不幸の数のほうが圧倒的に多すぎて、この生活はどうなのかなと思っているという話をした。

ヘルパーさんは完全に私に同調してくれ、「うんうん、旦那さんを大事にしたほうがいい」と言い、

ケアマネさんからは、「まずこの場をなんとかするという判断しか私はできないので、しばしのリセットとして今はショートステイの提案しかできません。でも基本的には旦那さんとの生活を最優先にしていただくことをお勧めします。極端な話、お母さんは福祉でお世話できますから、ショートの間にも旦那さんとこの先の事を相談したら良いと思います」と言われた。

ショートをとりあえず頼んだら、明々後日の月曜から5日間しか頼めないこと、しかも特別個室で一日につき三千円高いことを説明された。
でも何かもういいや…離れたい…という気分なので頼んだ。どうせ親自身の金だし。
デイケアへの休み連絡などの手配はしてくれるとのこと。

シャワーに入れてもらってすっきりした母がご機嫌でニコニコと出てきたが、私と目があって一瞬無表情になった。
まだしこりが残っている。まあ、私もそんな簡単にニコニコできないし、顔をあまり見たくない感じだ。母に対して怒っている、嫌っているというわけではなく、ただもう関わりたくない感じ。くさいものに蓋をして無かったことにしたい感じ。そんな感情からだ。

もしかして夜のオムツ介助を嫌がられるかもと言って、夜用に履き替えさせてもらった。
やり方を一応横で見ておく。いつもはオムツをわざわざ脱がせていたが、横からビリっと破けばお互いに楽なようだと知る。

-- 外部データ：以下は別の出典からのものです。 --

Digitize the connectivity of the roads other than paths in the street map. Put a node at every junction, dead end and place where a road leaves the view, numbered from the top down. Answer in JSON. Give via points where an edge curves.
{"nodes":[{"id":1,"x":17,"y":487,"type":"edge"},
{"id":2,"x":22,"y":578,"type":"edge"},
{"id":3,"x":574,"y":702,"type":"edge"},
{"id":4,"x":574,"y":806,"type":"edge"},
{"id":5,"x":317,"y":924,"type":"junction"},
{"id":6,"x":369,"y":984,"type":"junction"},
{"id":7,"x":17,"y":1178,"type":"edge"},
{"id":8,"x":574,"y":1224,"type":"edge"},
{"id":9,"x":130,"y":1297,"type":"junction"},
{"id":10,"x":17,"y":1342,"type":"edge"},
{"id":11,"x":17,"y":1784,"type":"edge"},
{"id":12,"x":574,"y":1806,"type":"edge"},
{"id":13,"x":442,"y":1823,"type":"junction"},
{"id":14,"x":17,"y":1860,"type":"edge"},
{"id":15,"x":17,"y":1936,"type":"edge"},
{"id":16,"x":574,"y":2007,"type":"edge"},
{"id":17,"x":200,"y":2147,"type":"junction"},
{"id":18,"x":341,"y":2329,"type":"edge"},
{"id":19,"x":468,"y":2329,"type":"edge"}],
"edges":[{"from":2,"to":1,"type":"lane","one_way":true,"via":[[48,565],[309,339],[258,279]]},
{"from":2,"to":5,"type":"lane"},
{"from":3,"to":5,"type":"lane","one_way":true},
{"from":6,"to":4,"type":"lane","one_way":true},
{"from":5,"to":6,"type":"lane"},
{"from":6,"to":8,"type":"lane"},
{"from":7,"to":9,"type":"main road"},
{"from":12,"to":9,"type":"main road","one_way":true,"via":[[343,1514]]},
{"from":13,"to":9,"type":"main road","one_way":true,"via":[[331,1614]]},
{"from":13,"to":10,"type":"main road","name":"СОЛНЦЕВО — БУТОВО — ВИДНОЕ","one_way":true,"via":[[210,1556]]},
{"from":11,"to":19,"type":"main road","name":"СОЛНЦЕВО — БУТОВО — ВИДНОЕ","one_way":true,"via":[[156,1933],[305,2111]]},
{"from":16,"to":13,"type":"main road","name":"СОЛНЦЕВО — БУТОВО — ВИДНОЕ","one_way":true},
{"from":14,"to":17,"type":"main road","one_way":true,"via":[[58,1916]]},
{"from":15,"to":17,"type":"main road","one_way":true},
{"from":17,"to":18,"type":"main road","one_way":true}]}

ヘルパーさん、ケアマネさんが帰っていった後にベッドで寝ている母になるべく明るい声で「お風呂入れてきれいにしてもらってよかったね」と声をかけると、無表情で「何が?これからお風呂?」と言われた。もう自分がシャワーに入ったことを忘れたようだ。
とりあえず私は引っ込み、次に母がトイレに立ったタイミングで台所でのお茶とお菓子に誘った。
「美味しい」とは言ったがお茶を飲んでお菓子を食べ終えると、何も言わずすぐにベッドに戻っていった。
明らかに悪影響が残っている。

それから夕食まで寝室から出てこなかったので、相当なしこりだ。
夕食が準備できたと呼びにいくと、少し笑みを浮かべ嬉しそうにし、ベッドで食べたそうにするのでベッド脇に用意する。
何かを用意するたびに落ち着いた丁寧な声で「ありがとう」とは言われるがどことなくよそよそしい感じ。
また、私も、敬語で話しているので母の返答も敬語気味。

母の事が大好きだったら感情もいろいろ違ってきたんだろうけど、もともと母のことは好きでも嫌いでもなく、恩とか義理だけでここにいる状態なのでもう十分やっただろ?もういいでしょ?って気持ちだ。